ŞİMDİ ANLADINIZ MI ECEVİT'İN KIBRIS HAREKATI SIRASINDA YAPTIĞI SİYASETİ?.. ŞİMDİ ANLADINIZ MI AMERİKA'NIN TAAAA O ZAMANDAN TÜRKİYE'NİN ÜZERİNDE NASIL OYUN OYNADIĞINI?.. TABİİ GÖREBİLENE BRAVO... Yavru vatan Kıbrıs ile ilgili geçen planlar... İşkenceler ve Türklerin acıklı durumu o yıllarda çok kötüydü... Hel eki Kanlı Noel, 20 Aralık 1963'ü 21 Aralık'a bağlayan gece Kıbrıs adasında Kıbrıs Rumları'nın Kıbrıs Türkleri'ne karşı başlattığı çatışmalardır. Saldırılar Akritas Planı doğrultusunda gerçekleşti ve Türklerin adadan silinmesi hedeflendi.... Taaa o olaylardan sonra 1074 yılına gelindi... Türkiye'de Ecevit ve Erbakan koalisyon hükümeti vardı... Kıbrıs'ta Türklere karşı işkenceler ve insanlık dışı yaralamalar ve öldürmeler 60'lı yıllarda olduğu gibi aynen devam etmeye başladı... Kıbrıs'ta Rumlar Türk vatandaşlarına işkenceler ediyor... Evlerini basıyor... Tek tek öldürme eylemlerinde bulunuyorlardı... Daha sonra Makarios olayları ve Yunanistan'ın ayak oyunları haddini aşan ölümlü olaylar zincirini daha da artırmaya başlamıştı... Ecevit başbakanlığında hükümet harekete geçti ve Kıbrıs Harekâtı'nı başlattı... Bu arada Amerikan oyunlarına karşı yaptığı kıvrak zekasıyla diplomatik cevaplar veren Ecevit Barış Harekatına hız verdi... Tabii hiç devreden çıkmayan Amerika ise, Ankara'ya "Sen NATO üyesisin, NATO'ya ait olan silahları kullanamazsın" demesini kulak ardı eden Ecevit, Türkiye'de ne kadar Amerikan üssü varsa hepsini kapatarak cevabını verdi... Hatta o dönemin Amerikan Dışişleri eski Bakanı Kissinger'ın Ecevit'e "Akdeniz'de Amerikan savaş gemilerini görürseniz ne yapacaksınız?" sorusuna... Ecevit'in "Deniz büyüktür, yanınızdan geçer gideriz" cevabını vererek diplomasi üstünlüğünü kanıtlamıştı.. Yani "Bize karşı gelirseniz, sizinle de savaşırız" demek istedi... Bir NATO üyesini karşı bunu yapamayacak olan Kissinger, kıçına baka baka geri döndü..

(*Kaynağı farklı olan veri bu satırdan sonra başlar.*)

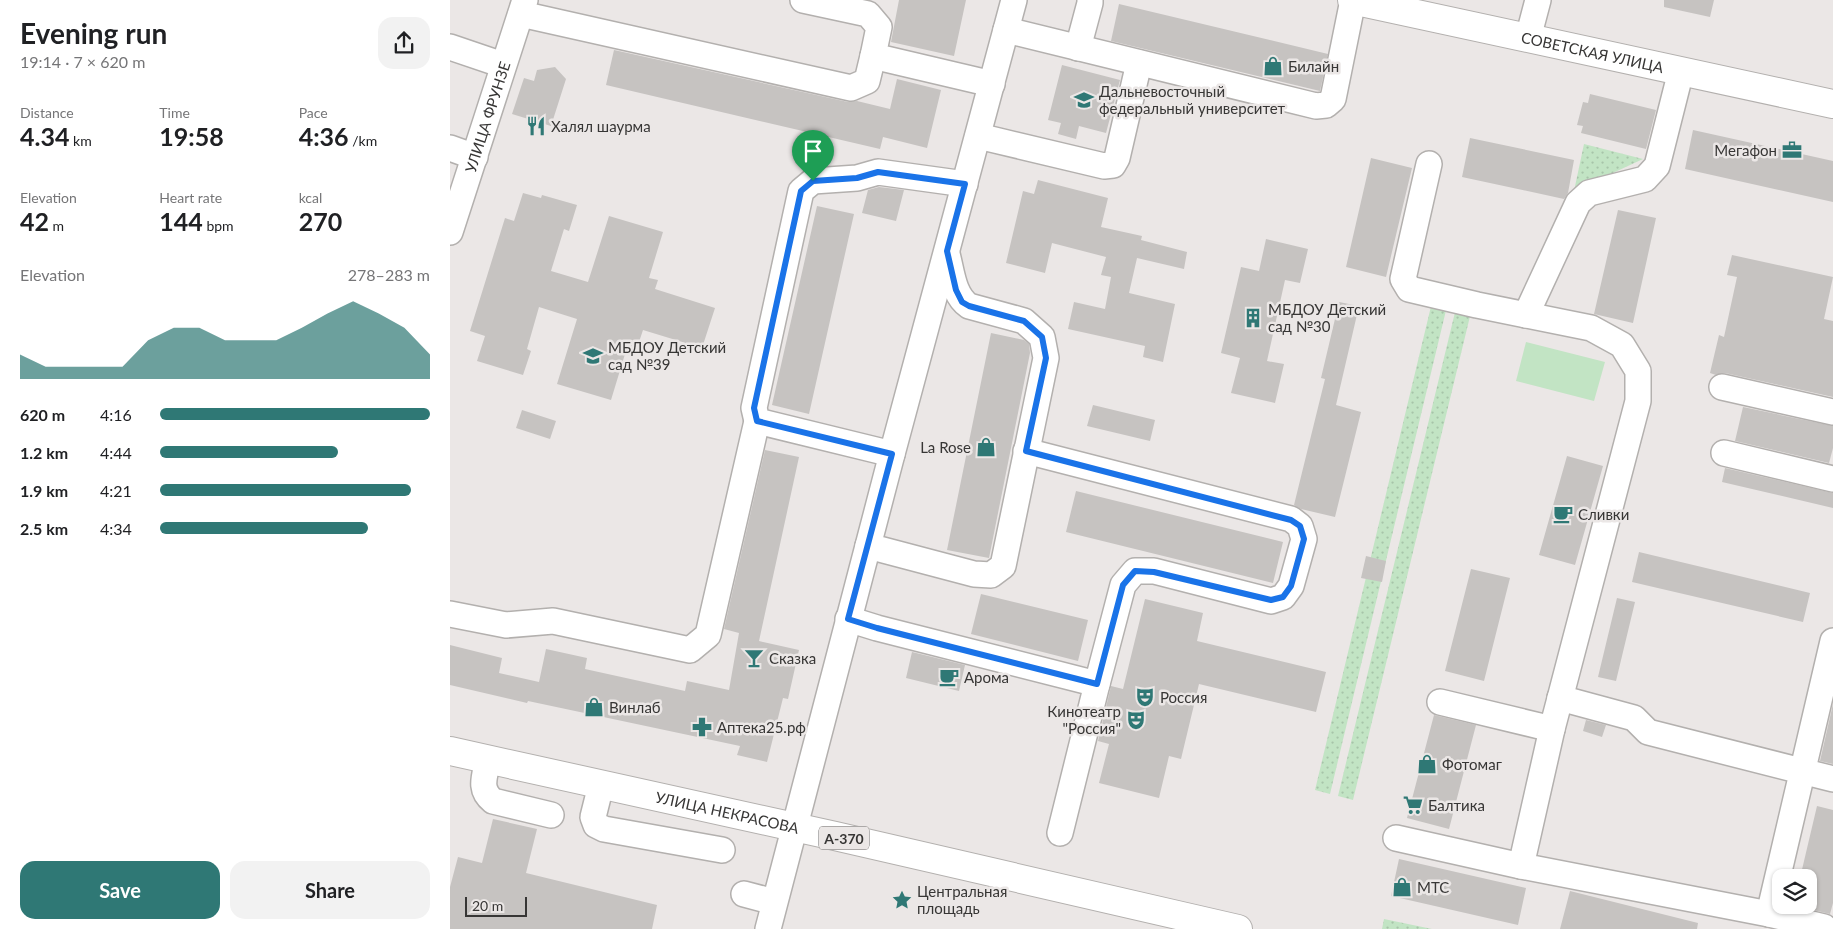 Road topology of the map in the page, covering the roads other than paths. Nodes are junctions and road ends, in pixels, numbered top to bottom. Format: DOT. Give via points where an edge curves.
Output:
graph roads {
  1 [pos="803,0"];
  2 [pos="1014,0"];
  3 [pos="1090,0"];
  4 [pos="1352,0"];
  5 [pos="1538,0"];
  6 [pos="523,7"];
  7 [pos="1006,30"];
  8 [pos="1528,38"];
  9 [pos="450,47"];
  10 [pos="1078,48"];
  11 [pos="873,56"];
  12 [pos="1139,63"];
  13 [pos="503,66"];
  14 [pos="1681,71"];
  15 [pos="992,84"];
  16 [pos="1833,104"];
  17 [pos="978,136"];
  18 [pos="450,148"];
  19 [pos="475,157"];
  20 [pos="1428,164"];
  21 [pos="965,184"];
  22 [pos="450,232"];
  23 [pos="947,251"];
  24 [pos="1526,315"];
  25 [pos="1722,387"];
  26 [pos="1833,412"];
  27 [pos="757,421"];
  28 [pos="1026,451"];
  29 [pos="1724,453"];
  30 [pos="892,454"];
  31 [pos="1833,479"];
  32 [pos="868,546"];
  33 [pos="450,614"];
  34 [pos="848,619"];
  35 [pos="1833,641"];
  36 [pos="1097,684"];
  37 [pos="1560,698"];
  38 [pos="1440,702"];
  39 [pos="1552,729"];
  40 [pos="450,751"];
  41 [pos="488,760"];
  42 [pos="1802,770"];
  43 [pos="1833,779"];
  44 [pos="601,785"];
  45 [pos="551,815"];
  46 [pos="793,827"];
  47 [pos="1060,833"];
  48 [pos="1396,838"];
  49 [pos="722,850"];
  50 [pos="1521,866"];
  51 [pos="744,894"];
  52 [pos="774,902"];
  53 [pos="1769,914"];
  54 [pos="1824,927"];
  55 [pos="768,929"];
  56 [pos="1238,929"];
  1 -- 11 [label="street" via="868,14 878,27"];
  2 -- 7 [label="street"];
  3 -- 10 [label="street"];
  4 -- 8 [label="main road, СОВЕТСКАЯ УЛИЦА"];
  4 -- 12 [label="street" via="1333,99 1326,105 1316,106"];
  5 -- 8 [label="street"];
  6 -- 11 [label="street" via="852,88 867,81"];
  6 -- 13 [label="street, УЛИЦА ФРУНЗЕ"];
  7 -- 10 [label="street"];
  7 -- 15 [label="street"];
  8 -- 14 [label="main road, СОВЕТСКАЯ УЛИЦА"];
  9 -- 13 [label="street"];
  10 -- 12 [label="street"];
  11 -- 15 [label="street"];
  12 -- 17 [label="street" via="1118,158 1113,165 1104,166"];
  13 -- 19 [label="street, УЛИЦА ФРУНЗЕ"];
  14 -- 16 [label="main road, СОВЕТСКАЯ УЛИЦА"];
  14 -- 24 [label="street" via="1657,166 1645,179 1589,193 1578,203"];
  15 -- 17 [label="street"];
  17 -- 21 [label="street"];
  18 -- 19 [label="street"];
  19 -- 22 [label="street, УЛИЦА ФРУНЗЕ"];
  20 -- 24 [label="street" via="1403,279 1409,289"];
  21 -- 23 [label="street"];
  21 -- 27 [label="street" via="878,172 857,178 813,181 801,191 754,408"];
  23 -- 28 [label="street" via="962,302 1024,321 1042,337 1046,358"];
  23 -- 30 [label="street"];
  24 -- 37 [label="street" via="1591,328 1622,345 1638,371 1638,401"];
  25 -- 26 [label="street"];
  27 -- 30 [label="street"];
  27 -- 33 [label="street" via="708,635 690,650 553,621 506,625"];
  28 -- 32 [label="street" via="1003,566 991,575 974,574"];
  28 -- 36 [label="street" via="1291,520 1300,526 1304,539 1291,586 1283,597 1271,600 1154,572 1135,571 1123,585"];
  29 -- 31 [label="street"];
  30 -- 32 [label="street"];
  32 -- 34 [label="street"];
  34 -- 36 [label="street"];
  34 -- 46 [label="street"];
  35 -- 42 [label="street"];
  36 -- 47 [label="street"];
  37 -- 39 [label="street"];
  37 -- 42 [label="street" via="1634,718 1648,732"];
  38 -- 39 [label="street"];
  39 -- 50 [label="street"];
  40 -- 41 [label="main road, УЛИЦА НЕКРАСОВА / А-370"];
  41 -- 44 [label="main road, УЛИЦА НЕКРАСОВА / А-370"];
  41 -- 45 [label="street" via="483,785 486,796 493,801"];
  42 -- 43 [label="street"];
  42 -- 53 [label="street"];
  44 -- 46 [label="main road, УЛИЦА НЕКРАСОВА / А-370"];
  44 -- 49 [label="street" via="593,817 596,825"];
  46 -- 52 [label="street"];
  46 -- 56 [label="main road, УЛИЦА НЕКРАСОВА / А-370"];
  48 -- 50 [label="street"];
  50 -- 53 [label="street"];
  51 -- 52 [label="street"];
  52 -- 55 [label="street"];
  53 -- 54 [label="street"];
} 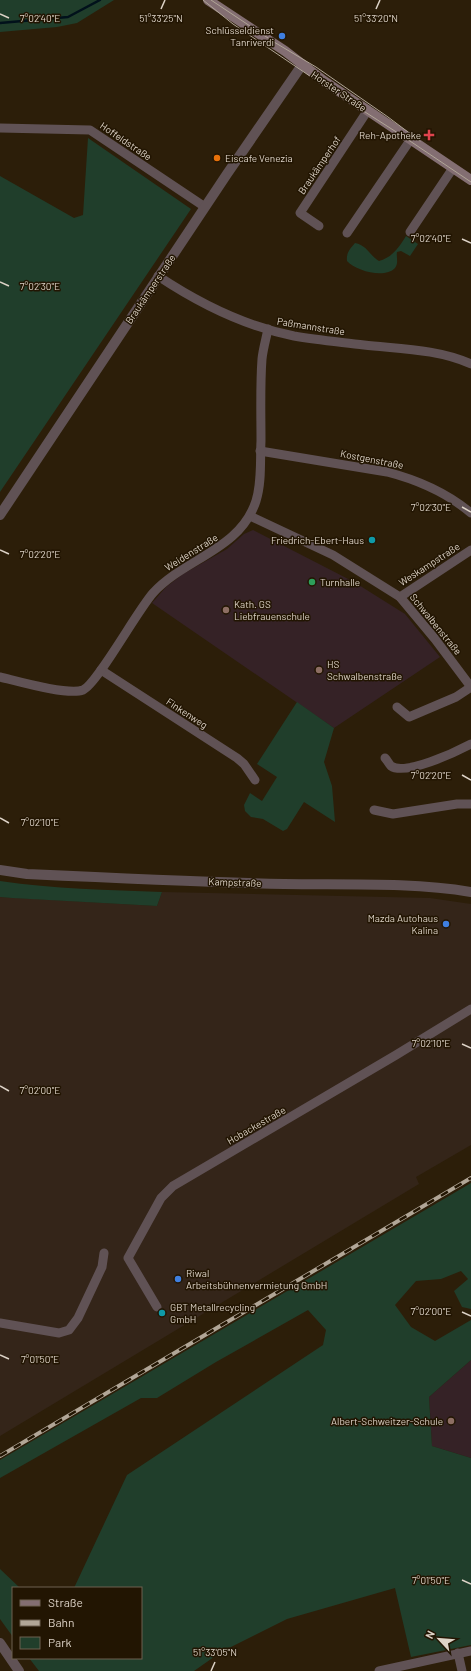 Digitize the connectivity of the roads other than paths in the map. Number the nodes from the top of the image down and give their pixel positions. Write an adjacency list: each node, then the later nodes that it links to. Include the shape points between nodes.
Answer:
1 (208, 0): 2 (main road, Horster Straße)
2 (302, 65): 3 (main road, Horster Straße); 8 (street, Braukämperstraße)
3 (368, 110): 5 (main road, Horster Straße); 9 (street, Braukämperhof, via 300,213)
4 (0, 128): 8 (street, Hoffeldstraße, via 90,130)
5 (411, 139): 6 (main road, Horster Straße); 11 (street)
6 (453, 168): 7 (main road, Horster Straße); 10 (street)
7 (471, 180)
8 (205, 207): 12 (street, Braukämperstraße)
9 (319, 226)
10 (410, 232)
11 (346, 233)
12 (158, 276): 13 (street, Paßmannstraße, via 209,307); 17 (street, Braukämperstraße)
13 (268, 330): 14 (street, Paßmannstraße, via 294,336 428,352); 15 (street, Weidenstraße, via 262,358)
14 (471, 364)
15 (260, 451): 16 (street, Kostgenstraße, via 404,476 437,490); 18 (street, Weidenstraße, via 259,491)
16 (471, 513)
17 (0, 515)
18 (250, 516): 20 (street, Schwalbenstraße, via 333,555); 21 (street, Weidenstraße, via 225,544 166,580 154,592 143,604)
19 (471, 550): 20 (street, Weskampstraße)
20 (400, 597): 23 (street, Schwalbenstraße)
21 (101, 670): 22 (street, Weidenstraße, via 89,686 77,692); 27 (street, Finkenweg, via 237,758)
22 (0, 677)
23 (471, 687): 24 (street, Schwalbenstraße, via 409,718)
24 (397, 707)
25 (471, 744): 26 (street, via 431,761 400,769 391,766)
26 (385, 758)
27 (255, 780)
28 (471, 804): 29 (street, via 393,814)
29 (374, 810)
30 (0, 870): 31 (street, Kampstraße, via 35,874 240,883 419,887)
31 (471, 892)
32 (471, 1009): 34 (street, Hobackestraße, via 173,1186 162,1198 128,1258)
33 (104, 1253): 35 (street, via 102,1267 78,1318 69,1330 58,1332)
34 (157, 1306)
35 (0, 1323)
36 (0, 1643): 39 (street)
37 (471, 1651): 38 (street)
38 (458, 1654): 40 (street); 41 (street)
39 (20, 1671)
40 (379, 1671)
41 (462, 1671) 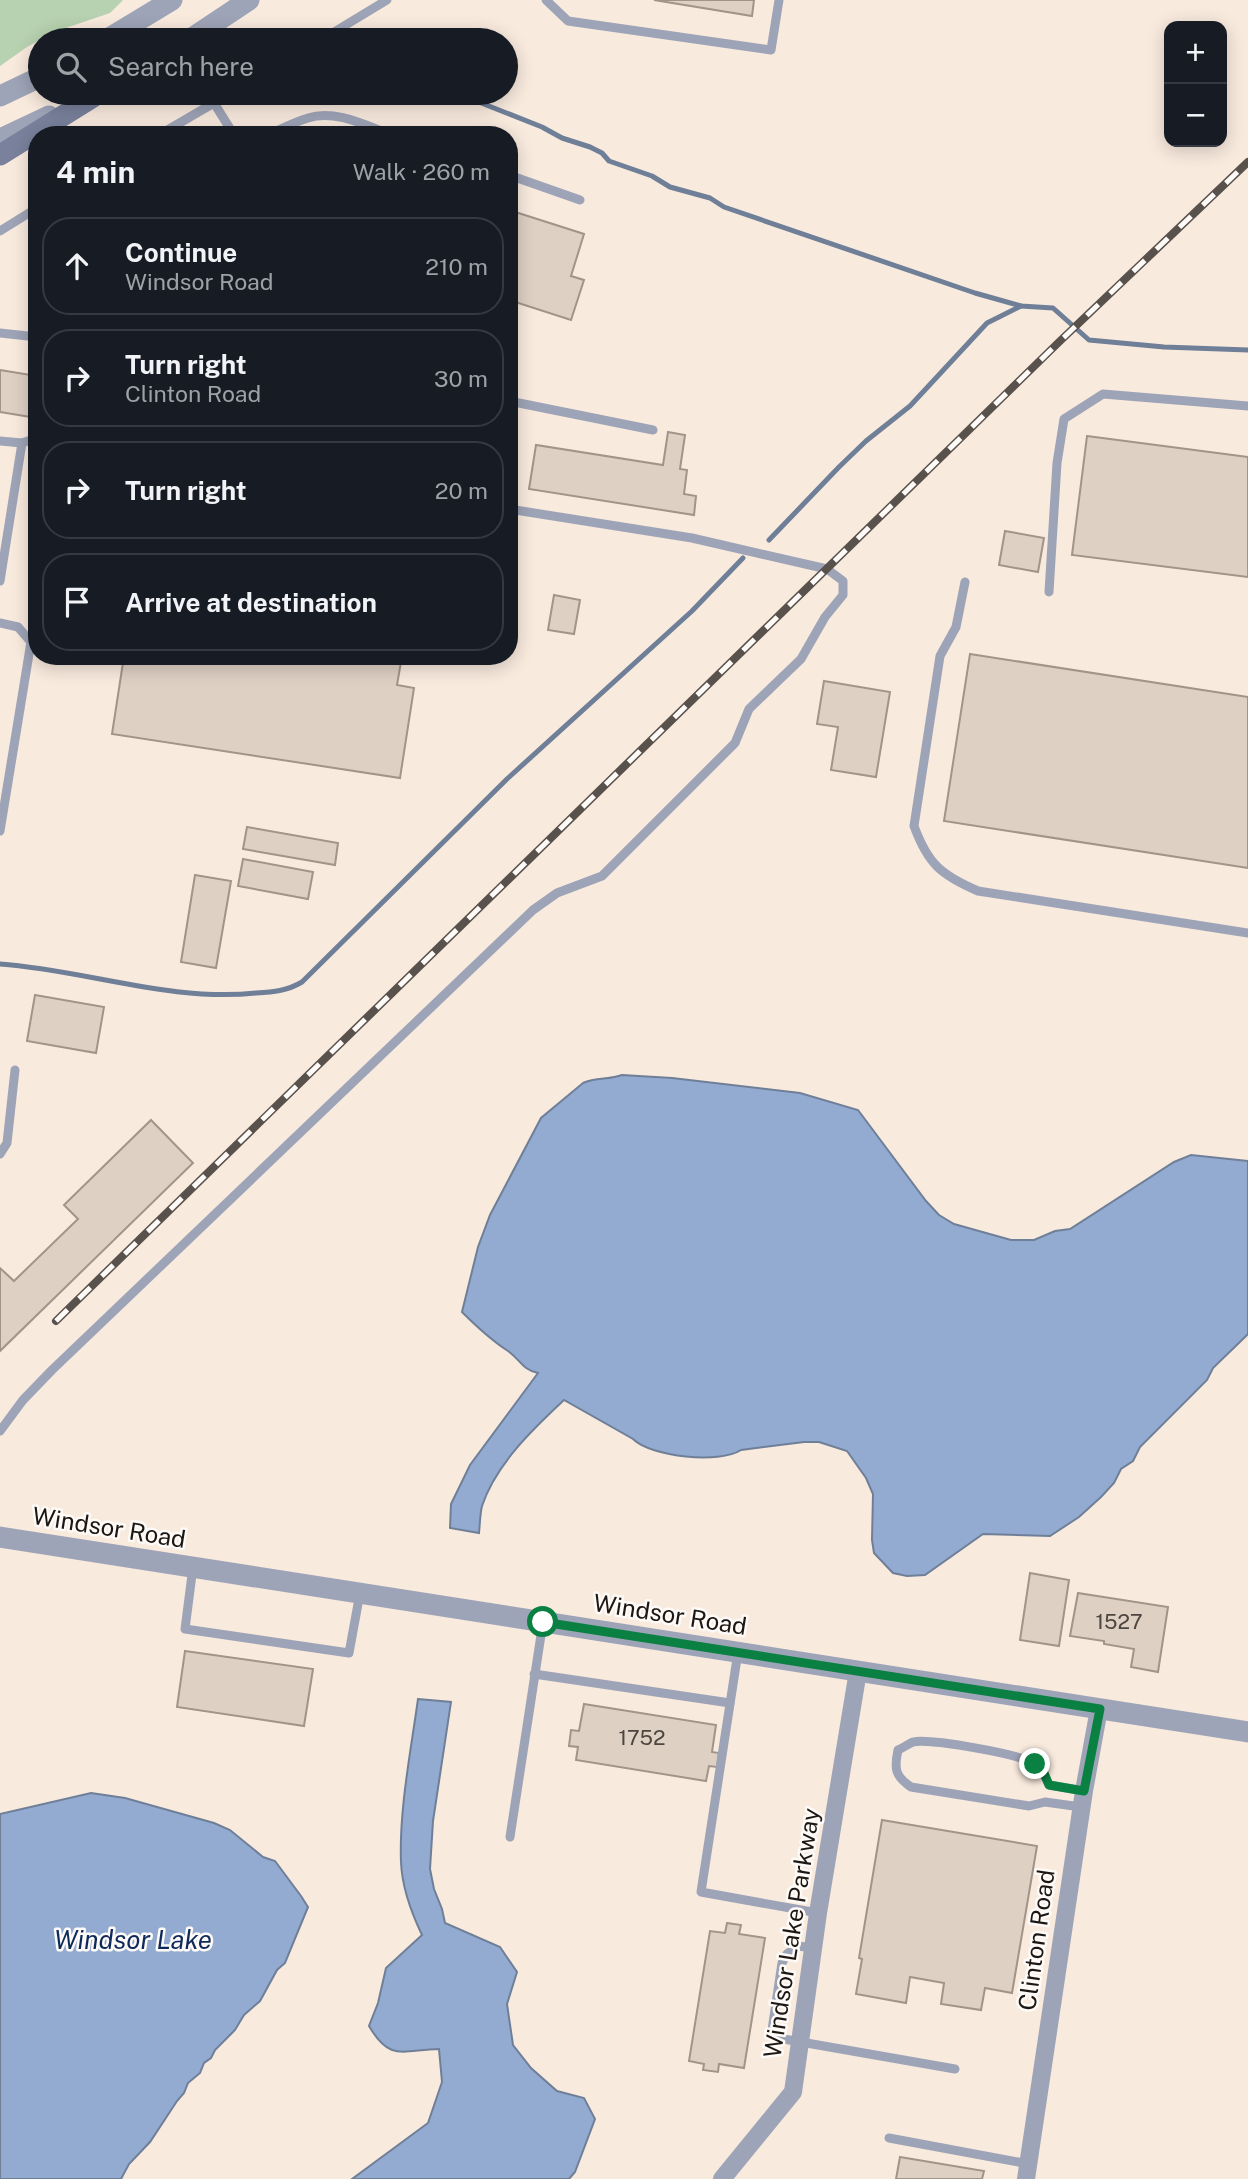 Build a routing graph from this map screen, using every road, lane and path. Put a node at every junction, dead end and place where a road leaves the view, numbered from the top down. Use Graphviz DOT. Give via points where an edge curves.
graph roads {
  1 [pos="172,0"];
  2 [pos="249,0"];
  3 [pos="387,0"];
  4 [pos="546,0"];
  5 [pos="779,0"];
  6 [pos="126,28"];
  7 [pos="207,28"];
  8 [pos="341,28"];
  9 [pos="28,83"];
  10 [pos="0,96"];
  11 [pos="74,105"];
  12 [pos="80,105"];
  13 [pos="211,105"];
  14 [pos="215,105"];
  15 [pos="28,126"];
  16 [pos="28,126"];
  17 [pos="46,126"];
  18 [pos="174,126"];
  19 [pos="228,126"];
  20 [pos="289,126"];
  21 [pos="366,126"];
  22 [pos="28,138"];
  23 [pos="0,139"];
  24 [pos="0,155"];
  25 [pos="518,178"];
  26 [pos="580,200"];
  27 [pos="28,214"];
  28 [pos="0,231"];
  29 [pos="0,333"];
  30 [pos="28,336"];
  31 [pos="518,403"];
  32 [pos="1248,406"];
  33 [pos="653,430"];
  34 [pos="0,441"];
  35 [pos="28,441"];
  36 [pos="22,443"];
  37 [pos="518,510"];
  38 [pos="0,581"];
  39 [pos="965,582"];
  40 [pos="1049,592"];
  41 [pos="0,623"];
  42 [pos="28,640"];
  43 [pos="28,655"];
  44 [pos="0,831"];
  45 [pos="1248,933"];
  46 [pos="15,1070"];
  47 [pos="0,1154"];
  48 [pos="0,1431"];
  49 [pos="0,1537"];
  50 [pos="193,1567"];
  51 [pos="360,1594"];
  52 [pos="543,1622"];
  53 [pos="738,1653"];
  54 [pos="858,1671"];
  55 [pos="534,1674"];
  56 [pos="730,1703"];
  57 [pos="1100,1709"];
  58 [pos="1248,1732"];
  59 [pos="1083,1799"];
  60 [pos="510,1837"];
  61 [pos="818,1913"];
  62 [pos="813,1948"];
  63 [pos="800,2042"];
  64 [pos="955,2069"];
  65 [pos="889,2138"];
  66 [pos="1027,2171"];
  67 [pos="722,2179"];
  1 -- 6 [label="street"];
  2 -- 7 [label="street"];
  3 -- 8 [label="lane"];
  4 -- 5 [label="lane" via="568,21 771,50"];
  9 -- 10 [label="street"];
  11 -- 16 [label="street"];
  12 -- 17 [label="main road"];
  13 -- 18 [label="lane"];
  14 -- 19 [label="lane"];
  15 -- 23 [label="street"];
  20 -- 21 [label="lane" via="325,115"];
  22 -- 24 [label="main road"];
  25 -- 26 [label="lane"];
  27 -- 28 [label="lane"];
  29 -- 30 [label="lane"];
  31 -- 33 [label="lane"];
  32 -- 40 [label="lane" via="1103,394 1064,419"];
  34 -- 36 [label="lane"];
  35 -- 36 [label="lane"];
  36 -- 38 [label="lane"];
  37 -- 48 [label="lane" via="692,538 827,569 843,581 844,595 825,617 801,659 749,709 735,743 602,876 557,893 533,910 52,1370"];
  39 -- 45 [label="lane" via="956,627 940,656 914,826 934,865 978,891"];
  41 -- 42 [label="lane" via="18,627"];
  43 -- 44 [label="lane"];
  46 -- 47 [label="lane" via="7,1143"];
  49 -- 50 [label="street, Windsor Road"];
  50 -- 51 [label="street, Windsor Road"];
  50 -- 51 [label="lane" via="185,1629 349,1653"];
  51 -- 52 [label="street, Windsor Road"];
  52 -- 53 [label="street, Windsor Road"];
  52 -- 55 [label="lane"];
  53 -- 54 [label="street, Windsor Road"];
  53 -- 56 [label="lane"];
  54 -- 57 [label="street, Windsor Road"];
  54 -- 61 [label="street, Windsor Lake Parkway"];
  55 -- 56 [label="lane"];
  55 -- 60 [label="lane"];
  56 -- 61 [label="lane" via="701,1892"];
  57 -- 58 [label="street, Windsor Road"];
  57 -- 59 [label="street, Clinton Road"];
  59 -- 59 [label="lane" via="1049,1785 1044,1773 1021,1757 938,1743 914,1742 898,1751 895,1765 900,1779 911,1787 1028,1806"];
  59 -- 66 [label="street, Clinton Road"];
  61 -- 62 [label="street, Windsor Lake Parkway"];
  62 -- 63 [label="street, Windsor Lake Parkway"];
  62 -- 63 [label="lane" via="797,1946 787,1954 772,2030 778,2038"];
  63 -- 64 [label="lane"];
  63 -- 67 [label="street, Windsor Lake Parkway" via="793,2092"];
  65 -- 66 [label="lane"];
}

F-35'LERİ ALMAYIN... ÇÜNKÜ HEPSİ YAZILIMDAN İBARET... YANİ UZAKTAN KONTROLLÜ ÇALIŞMAKTALAR... DÜMENİ DE AMERİKA'NIN ELİNDE... OLASI BİR SAVAŞTA F-35'LERİ UÇURAMAZSINIZ... ÇÜNKÜ AMERİKA ONLARI YAZILIM SAYESİNDE HAVAALANINDA PARK ETMİŞTİR... Yıllar önce modern uçaklar diye tanımladığımız F-16 uçaklarında da aynı sıkıntıyı çekmiştik... F-16'lar havalandığı halde PKK'lı teröristleri bombalayamıyorduk... Çünkü 2010 yılına kadar F-16 Amerika tarafından yönetiliyordu. Uzaktan frekanslarla uçakları tatile çıkarıyorlardı. Bombaların ateşleme sistemini hareketlendirerek PKK'lılara bomba yağdıramıyorduk... Ve tabii ki havalandıramıyorduk... 2010 yılından sonra F-16'ların yazılımları değiştiği için Amerikalılar uçaklarımıza müdahale edemiyor. Hatırlıyor musunuz?.. Bu arada onlarca yazılımcı şehit verdik... Hepsi suikaste kurban gitti... Neden?.. Amerikan yazılımının şifrelerini çözdükleri için... Hepsi gizli eller tarafından uğradıkları suikatlerde öldürüldüler... Onun için kendi uçağını kendin yapmadığın müddetçe, istersen Amerika'dan uzay aracı al, onu Amerika uzaktan kontrol ettikçe hiçbir işe yaramayacaktır. Şimdi anladınız mı Atatürk'ün uçak fabrikalarının önemini?.. Şimdi anladınız mı Atatürk'ün "İstikbal göklerdedir" sözünün ne kadar haklı olduğunu... Köy Enstitülerinin kurulmasındaki amacın ne kadar doğru olduğunu... Atatürk ile uğraşacağınıza... Amerika'nın her an sizi nasıl kandırabileceğini unutmayın... Artık kafanızı çalıştırın. Bütün gücünüzle muhalefetin üstüne gideceğine, bugün Amerika için ne kadar çalışsan da seni vatanından başka kimsenin koruyamayacağını öğrenin artık...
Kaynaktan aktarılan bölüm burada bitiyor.